◆ **Work instructions**
Could you report every line from the entries that includes the word "nodes"?
+++
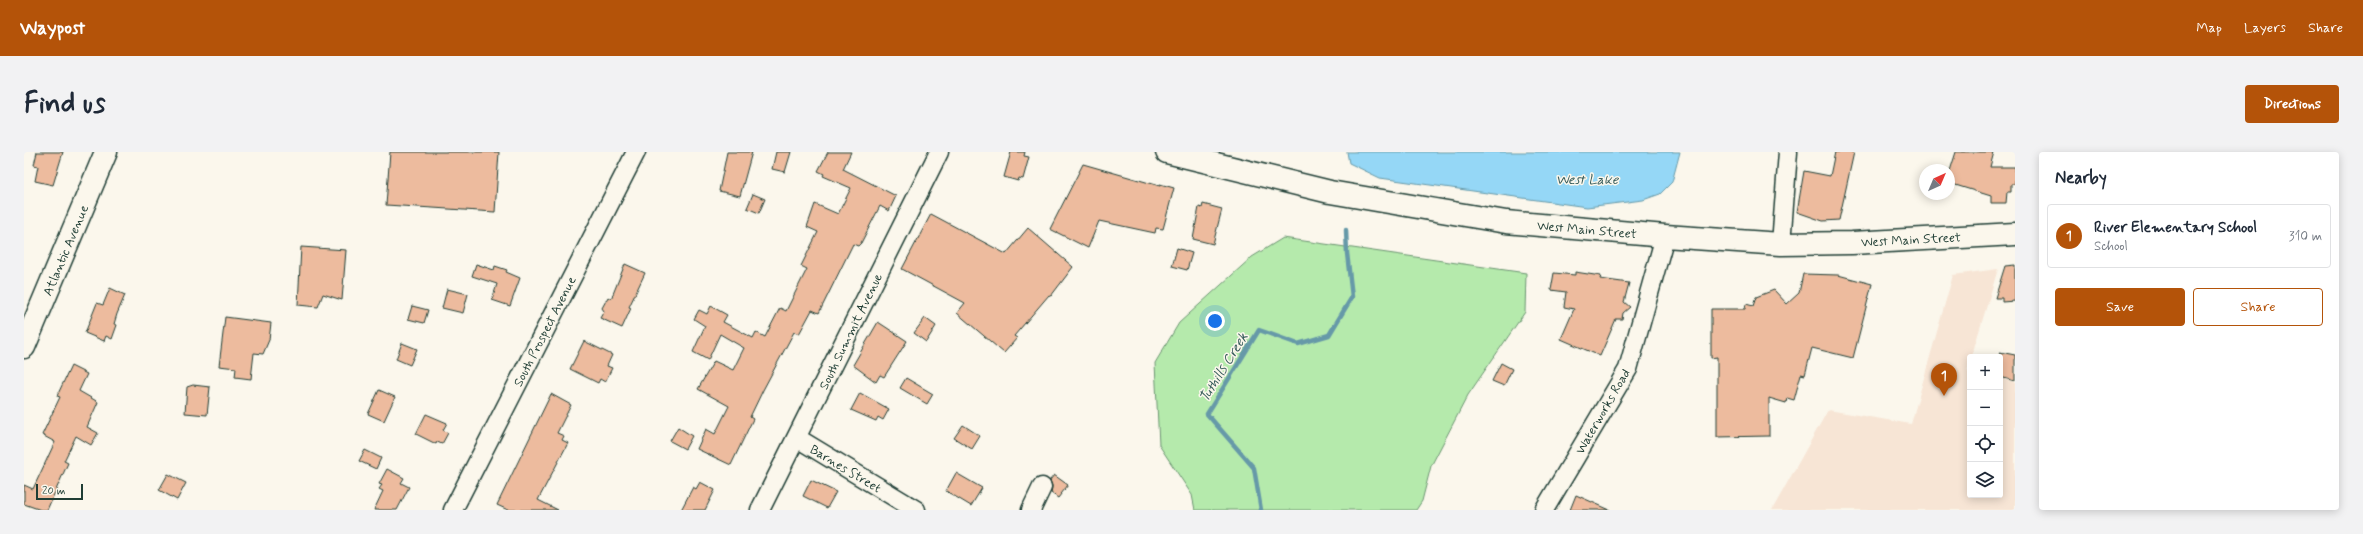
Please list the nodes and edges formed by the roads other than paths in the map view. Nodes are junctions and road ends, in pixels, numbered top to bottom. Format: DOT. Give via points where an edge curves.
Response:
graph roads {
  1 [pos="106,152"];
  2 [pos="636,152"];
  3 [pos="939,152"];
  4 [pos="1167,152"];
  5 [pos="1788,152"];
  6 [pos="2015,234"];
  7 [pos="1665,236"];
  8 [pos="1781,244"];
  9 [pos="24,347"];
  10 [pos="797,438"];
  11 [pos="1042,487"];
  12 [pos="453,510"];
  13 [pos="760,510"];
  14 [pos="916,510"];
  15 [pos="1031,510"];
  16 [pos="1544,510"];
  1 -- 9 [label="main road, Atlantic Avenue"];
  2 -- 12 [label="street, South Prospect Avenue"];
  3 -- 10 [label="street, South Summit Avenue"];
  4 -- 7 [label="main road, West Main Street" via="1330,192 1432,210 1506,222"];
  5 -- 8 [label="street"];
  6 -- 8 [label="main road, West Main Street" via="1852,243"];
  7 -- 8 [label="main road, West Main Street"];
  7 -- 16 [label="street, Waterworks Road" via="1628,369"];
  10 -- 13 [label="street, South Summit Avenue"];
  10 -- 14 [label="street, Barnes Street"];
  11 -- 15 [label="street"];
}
+++
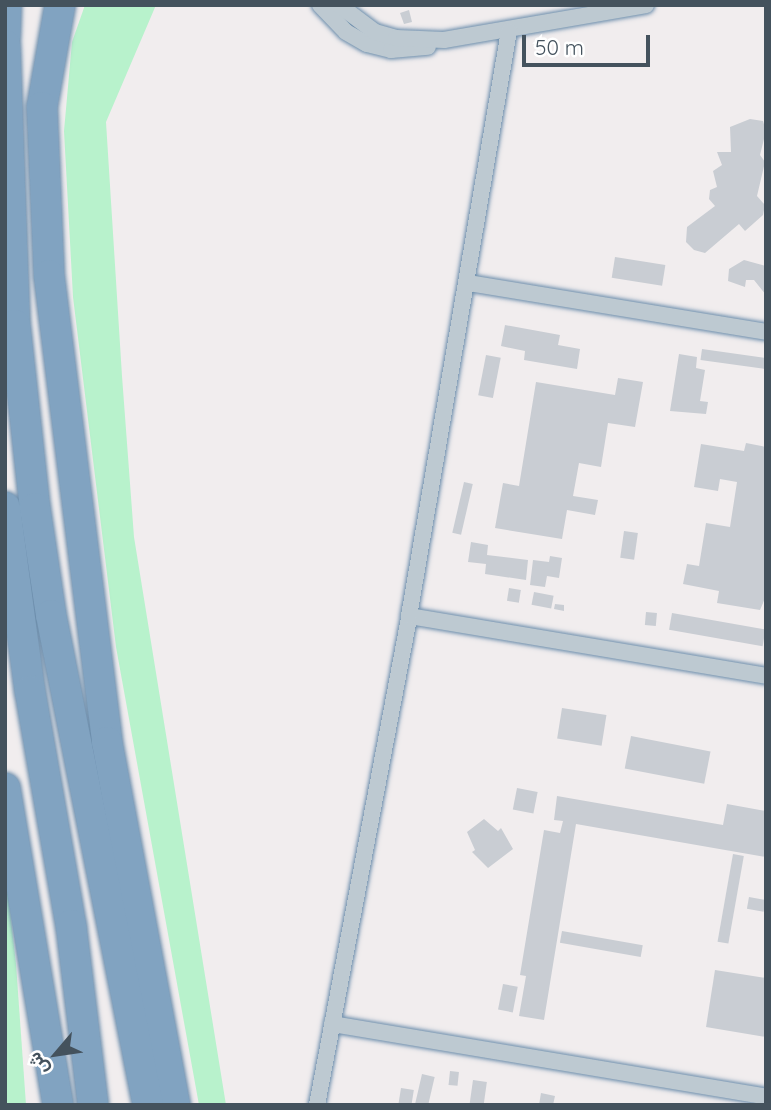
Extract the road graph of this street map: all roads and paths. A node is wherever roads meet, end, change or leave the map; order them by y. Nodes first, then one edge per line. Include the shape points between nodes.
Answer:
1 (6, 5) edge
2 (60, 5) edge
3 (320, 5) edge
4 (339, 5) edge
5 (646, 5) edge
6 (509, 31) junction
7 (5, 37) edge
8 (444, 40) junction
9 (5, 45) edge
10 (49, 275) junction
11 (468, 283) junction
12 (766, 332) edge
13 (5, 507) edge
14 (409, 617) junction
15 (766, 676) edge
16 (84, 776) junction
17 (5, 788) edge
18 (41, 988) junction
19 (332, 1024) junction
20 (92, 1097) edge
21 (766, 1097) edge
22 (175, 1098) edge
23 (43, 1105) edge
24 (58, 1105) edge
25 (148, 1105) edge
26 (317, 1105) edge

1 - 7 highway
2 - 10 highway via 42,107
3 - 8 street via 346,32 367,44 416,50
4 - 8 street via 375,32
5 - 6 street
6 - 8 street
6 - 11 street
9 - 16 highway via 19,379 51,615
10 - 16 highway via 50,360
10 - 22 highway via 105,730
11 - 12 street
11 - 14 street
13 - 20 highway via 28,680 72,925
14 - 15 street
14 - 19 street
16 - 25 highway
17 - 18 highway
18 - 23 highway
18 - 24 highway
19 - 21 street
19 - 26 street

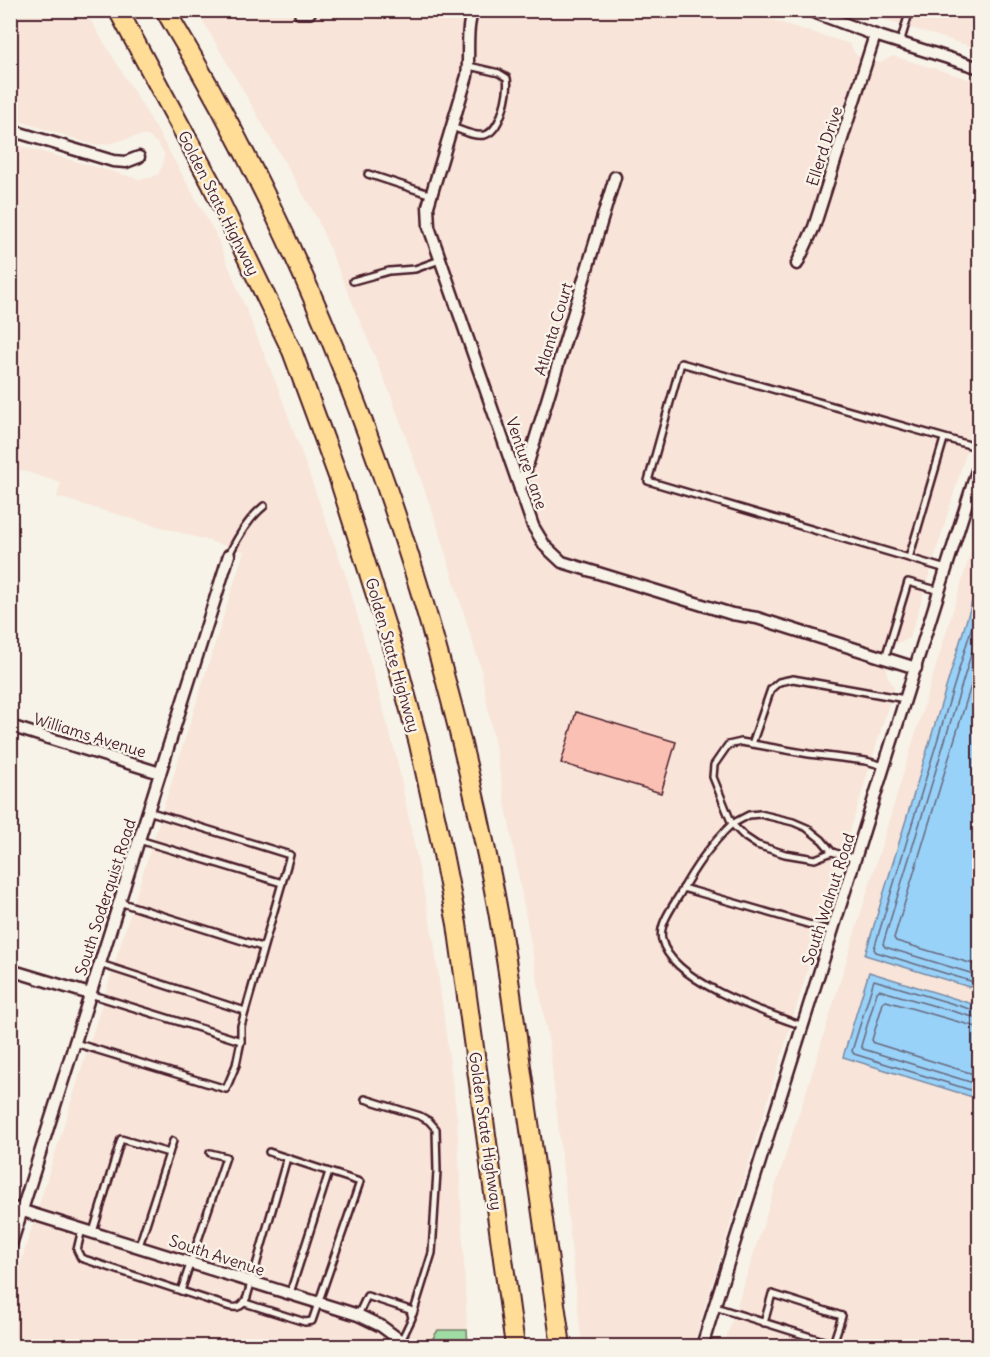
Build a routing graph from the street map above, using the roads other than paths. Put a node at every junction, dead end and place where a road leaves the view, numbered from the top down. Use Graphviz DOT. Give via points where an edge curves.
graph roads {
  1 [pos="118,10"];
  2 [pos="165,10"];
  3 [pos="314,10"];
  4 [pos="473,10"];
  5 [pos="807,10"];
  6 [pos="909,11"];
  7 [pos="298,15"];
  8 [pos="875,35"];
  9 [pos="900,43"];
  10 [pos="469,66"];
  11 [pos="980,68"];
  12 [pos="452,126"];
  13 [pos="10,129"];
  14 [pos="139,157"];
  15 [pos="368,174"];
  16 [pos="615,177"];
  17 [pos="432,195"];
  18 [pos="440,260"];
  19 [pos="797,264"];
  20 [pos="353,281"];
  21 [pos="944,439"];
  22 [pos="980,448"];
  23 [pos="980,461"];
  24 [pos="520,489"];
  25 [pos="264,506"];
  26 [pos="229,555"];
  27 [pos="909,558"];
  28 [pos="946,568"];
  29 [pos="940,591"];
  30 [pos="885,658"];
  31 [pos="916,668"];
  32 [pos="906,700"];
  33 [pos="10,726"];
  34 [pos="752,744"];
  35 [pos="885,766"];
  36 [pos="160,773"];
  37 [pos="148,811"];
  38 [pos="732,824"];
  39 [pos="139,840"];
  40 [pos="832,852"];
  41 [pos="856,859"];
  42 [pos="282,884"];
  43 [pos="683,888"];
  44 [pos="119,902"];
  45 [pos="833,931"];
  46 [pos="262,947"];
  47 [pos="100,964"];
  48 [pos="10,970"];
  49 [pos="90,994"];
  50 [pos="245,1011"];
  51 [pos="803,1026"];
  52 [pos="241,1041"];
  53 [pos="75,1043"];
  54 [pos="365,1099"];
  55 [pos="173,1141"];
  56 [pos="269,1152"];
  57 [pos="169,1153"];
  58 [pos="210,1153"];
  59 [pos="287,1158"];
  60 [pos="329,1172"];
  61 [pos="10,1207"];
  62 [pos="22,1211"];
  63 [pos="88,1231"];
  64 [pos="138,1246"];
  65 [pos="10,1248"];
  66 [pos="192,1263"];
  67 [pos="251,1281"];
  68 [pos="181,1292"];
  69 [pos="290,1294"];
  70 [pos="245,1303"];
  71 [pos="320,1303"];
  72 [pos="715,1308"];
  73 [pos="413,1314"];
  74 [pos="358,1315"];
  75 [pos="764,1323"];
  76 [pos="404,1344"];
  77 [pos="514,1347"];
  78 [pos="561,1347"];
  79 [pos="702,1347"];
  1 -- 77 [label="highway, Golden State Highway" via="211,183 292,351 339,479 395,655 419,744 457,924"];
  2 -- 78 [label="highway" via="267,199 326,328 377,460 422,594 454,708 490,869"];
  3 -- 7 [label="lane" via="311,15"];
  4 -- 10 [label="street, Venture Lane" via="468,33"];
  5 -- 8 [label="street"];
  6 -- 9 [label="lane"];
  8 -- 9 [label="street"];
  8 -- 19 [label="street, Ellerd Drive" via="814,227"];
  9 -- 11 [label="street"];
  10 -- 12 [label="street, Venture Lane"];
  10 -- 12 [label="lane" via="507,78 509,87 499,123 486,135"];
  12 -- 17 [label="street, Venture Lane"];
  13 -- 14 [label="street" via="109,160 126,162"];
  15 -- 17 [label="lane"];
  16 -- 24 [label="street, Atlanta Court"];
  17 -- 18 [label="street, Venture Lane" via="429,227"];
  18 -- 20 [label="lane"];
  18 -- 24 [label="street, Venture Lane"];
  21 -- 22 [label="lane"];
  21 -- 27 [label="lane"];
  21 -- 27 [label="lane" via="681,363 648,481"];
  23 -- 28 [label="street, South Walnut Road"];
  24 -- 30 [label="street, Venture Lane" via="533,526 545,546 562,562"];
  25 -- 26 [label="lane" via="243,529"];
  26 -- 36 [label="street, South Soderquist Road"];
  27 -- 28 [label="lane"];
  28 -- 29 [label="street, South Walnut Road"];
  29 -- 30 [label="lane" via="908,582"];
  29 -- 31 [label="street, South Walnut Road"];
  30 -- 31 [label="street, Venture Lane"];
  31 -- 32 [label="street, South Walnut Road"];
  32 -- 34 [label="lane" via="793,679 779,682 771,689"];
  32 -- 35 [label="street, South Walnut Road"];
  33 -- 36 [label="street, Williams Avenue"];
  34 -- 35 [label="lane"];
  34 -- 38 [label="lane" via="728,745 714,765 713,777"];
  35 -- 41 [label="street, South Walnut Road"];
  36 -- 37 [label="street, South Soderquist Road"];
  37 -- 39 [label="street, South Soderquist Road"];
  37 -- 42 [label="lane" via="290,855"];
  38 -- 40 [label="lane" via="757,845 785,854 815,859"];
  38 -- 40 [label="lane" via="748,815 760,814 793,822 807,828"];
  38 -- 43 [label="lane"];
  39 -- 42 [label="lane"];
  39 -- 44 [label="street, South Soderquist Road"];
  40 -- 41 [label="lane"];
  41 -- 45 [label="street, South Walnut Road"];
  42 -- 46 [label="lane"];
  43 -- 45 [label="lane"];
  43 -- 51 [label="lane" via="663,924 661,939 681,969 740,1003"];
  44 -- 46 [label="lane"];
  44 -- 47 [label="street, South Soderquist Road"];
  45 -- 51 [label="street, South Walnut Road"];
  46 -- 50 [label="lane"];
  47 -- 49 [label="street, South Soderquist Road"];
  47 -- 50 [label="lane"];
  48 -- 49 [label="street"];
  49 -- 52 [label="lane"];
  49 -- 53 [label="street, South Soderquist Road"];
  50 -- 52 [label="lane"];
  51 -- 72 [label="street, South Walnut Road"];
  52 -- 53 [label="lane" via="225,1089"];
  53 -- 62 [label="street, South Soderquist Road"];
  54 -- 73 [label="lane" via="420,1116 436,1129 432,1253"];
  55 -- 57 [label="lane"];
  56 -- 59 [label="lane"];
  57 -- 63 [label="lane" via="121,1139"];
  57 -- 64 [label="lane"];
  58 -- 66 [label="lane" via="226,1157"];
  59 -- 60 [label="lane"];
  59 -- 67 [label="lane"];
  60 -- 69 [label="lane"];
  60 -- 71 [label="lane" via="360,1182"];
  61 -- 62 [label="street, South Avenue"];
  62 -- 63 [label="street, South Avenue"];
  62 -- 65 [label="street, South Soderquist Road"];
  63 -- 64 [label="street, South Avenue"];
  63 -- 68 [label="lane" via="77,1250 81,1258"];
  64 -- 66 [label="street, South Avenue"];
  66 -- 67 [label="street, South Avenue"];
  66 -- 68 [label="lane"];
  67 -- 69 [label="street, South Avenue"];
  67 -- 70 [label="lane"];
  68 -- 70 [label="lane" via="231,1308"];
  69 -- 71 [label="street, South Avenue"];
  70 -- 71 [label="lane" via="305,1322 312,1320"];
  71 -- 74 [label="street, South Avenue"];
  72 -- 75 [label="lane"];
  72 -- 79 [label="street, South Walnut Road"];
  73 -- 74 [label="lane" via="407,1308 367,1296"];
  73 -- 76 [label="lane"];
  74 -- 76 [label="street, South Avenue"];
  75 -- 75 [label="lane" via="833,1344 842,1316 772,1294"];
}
+++
◆ **Expected answer**
Please list the nodes and edges formed by the roads other than paths in the map view. Nodes are junctions and road ends, in pixels, numbered top to bottom. Format: DOT. Give via points where an edge curves.
Extract the road graph of this street map: all roads and paths. A node is wherever roads meet, end, change or leave the map; order them by y. Nodes first, then one edge per line. Include the shape points between nodes.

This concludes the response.